A Simple MPI Program Structure
A simple MPI program written in C is given below to understand the MPI. The first process will print the “How are you?” message and the rest will print out ” I am Fine”.
#include<stdio.h>
#include<mpi.h>
int main(int argc, char *argv[]){
int size, rank;
MPI_Init(&argc, &argv);
MPI_Comm_size(MPI_COMM_WORLD, &size);
MPI_Comm_rank(MPI_COMM_WORLD, &rank);
if(rank == 0){
printf("Rank %d: How are you?\n", rank);
}else{
printf("Rank %d: I am Fine\n", rank);
}
MPI_Finalize();
return 0;
}
Some of the MPI library functions and variables that you can notice from the above code are as follows:
- MPI_Init() – It initialize the MPI
- MPI_Comm_size() – It determines the total number of processes in a group.
- MPI_Comm_rank() – It determines the id of the calling process.
- MPI_Finalize() – It binds the MPI program.
- MPI_COMM_WORLD – It is a communicator between processes.
How to Compile and Run MPI Program?
In order to compile the program, you need to run the “mpicc” command.
# mpicc -o objectname programname.c
For example, if the program name is “hello_mpi.c”, then you can compile it as “mpicc -o hello_mpi hello_mpi.c”.
Now you can run the program with “mpirun” command. You can run literally on any number of processes.

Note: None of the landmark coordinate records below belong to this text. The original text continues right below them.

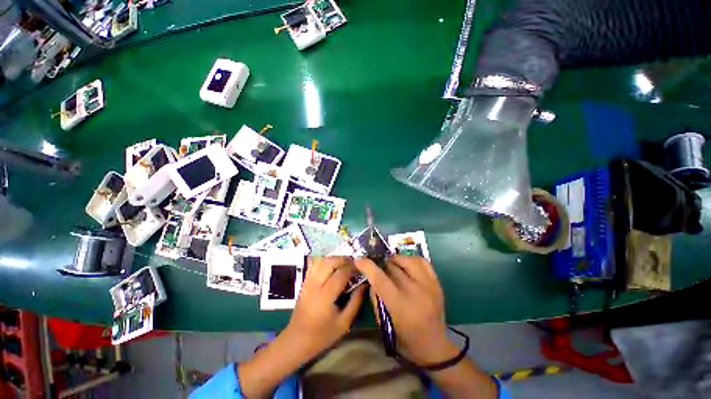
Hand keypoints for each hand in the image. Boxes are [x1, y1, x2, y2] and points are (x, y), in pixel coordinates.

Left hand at [282, 256, 365, 359]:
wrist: (297, 340)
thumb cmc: (322, 335)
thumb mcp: (344, 323)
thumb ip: (355, 302)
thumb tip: (364, 284)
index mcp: (325, 296)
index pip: (341, 274)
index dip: (352, 268)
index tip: (361, 269)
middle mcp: (315, 285)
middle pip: (330, 263)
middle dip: (344, 260)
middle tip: (354, 263)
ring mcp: (307, 282)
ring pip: (321, 261)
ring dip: (334, 259)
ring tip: (344, 263)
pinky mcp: (304, 282)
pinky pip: (314, 265)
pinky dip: (324, 261)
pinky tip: (331, 265)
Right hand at [355, 255, 459, 364]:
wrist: (434, 345)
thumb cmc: (405, 338)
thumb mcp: (384, 322)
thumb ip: (376, 298)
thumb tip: (372, 279)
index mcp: (400, 305)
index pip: (380, 279)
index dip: (367, 266)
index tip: (359, 260)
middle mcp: (415, 291)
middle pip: (393, 267)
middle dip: (381, 265)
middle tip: (378, 268)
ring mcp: (429, 285)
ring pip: (408, 260)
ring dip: (395, 260)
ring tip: (392, 264)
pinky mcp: (437, 283)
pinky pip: (423, 262)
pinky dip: (411, 259)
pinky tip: (406, 264)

# mpirun -np total_process_number ./objectname
For example, you can run “hello_mpi.c” as “mpirun -np 4 ./hello_mpi” once the program code is successfully compiled.

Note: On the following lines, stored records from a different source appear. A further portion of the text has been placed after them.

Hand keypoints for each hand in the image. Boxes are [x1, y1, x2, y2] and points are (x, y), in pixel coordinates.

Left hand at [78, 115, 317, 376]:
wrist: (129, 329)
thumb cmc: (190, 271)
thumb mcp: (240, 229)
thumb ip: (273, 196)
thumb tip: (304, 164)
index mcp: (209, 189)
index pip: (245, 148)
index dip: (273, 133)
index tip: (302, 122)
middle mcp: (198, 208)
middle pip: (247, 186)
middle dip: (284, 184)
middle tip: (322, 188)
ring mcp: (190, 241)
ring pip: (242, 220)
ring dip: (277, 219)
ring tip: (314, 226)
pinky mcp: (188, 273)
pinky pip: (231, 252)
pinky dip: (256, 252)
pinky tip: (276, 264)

Functions Available in MPI Library
Some of the frequently used functions of MPI are as follows:
- MPI_Send()
- MPI_Recv()
- MPI_Scatter()
- MPI_Gather()
- MPI_Reduce()
- MPI_Bcast()
- MPI_Barrier()
The documentation of every function can be found at MPI Functions Documentation.
Array Sum Using MPI Programming
Array sum is the summation of the array elements. In order to find the sum of the array, divide the array into equal chunks array(sub-array) and assign it to each process(load balancing). The number of sub-array depends on the number of processes because each process will get an equal size of the sub-array. The block distribution load balancing technique is used. As each process will get the consecutive block of array elements.
Then each process will compute the local sum of the sub-array and send it to the master process to compute the global sum of the array which will be the sum of the original array. Then will display the sum of the array from the master process.
Pseudocode of Array Sum Using MPI
Input: The number of processes.
Output: The sum of all sub-array and the final sum of the array.
//n is the size of the array
//p is the total number of process
//rank 0 is called master process and other ranks are called worker processes
Algorithm arraySum(){
if rank is 0 then
//Initialize the array with size n
arr[n] ={}
array_element_per_process = n/p
for i=1 to p-1 do
copy sub_arr[array_element_per_process] from arr[n]
send sub_arr[array_element_per_process] to rank i
send array_element_per_process to rank i
//Compute its own local sum
for i=0 to array_element_per_process do
local_sum +=arr[i]
print rank, local_sum
global_sum += local_sum
//Collect the local sum from rest of the processes
for i=1 to p do
receive local_sum from rank i
global_sum += local_sum
//Display the sum of the array
print global_sum
else then
receive sub_arr[array_element_per_process] from rank 0
receive array_element_per_process from rank 0
//Compute the local sum of array
for i=0 to array_element_per_process do
local_sum += sub_arr[i]
//Display the rank and local sum
print rank, local_sum
//Send the local sum to the master process
send local_sum to rank 0
}
The above algorithm only gives the high-level flow of the program. It does not show what happens when the array size is not perfectly divisible by the number of the processes. But it is implemented in the source code below.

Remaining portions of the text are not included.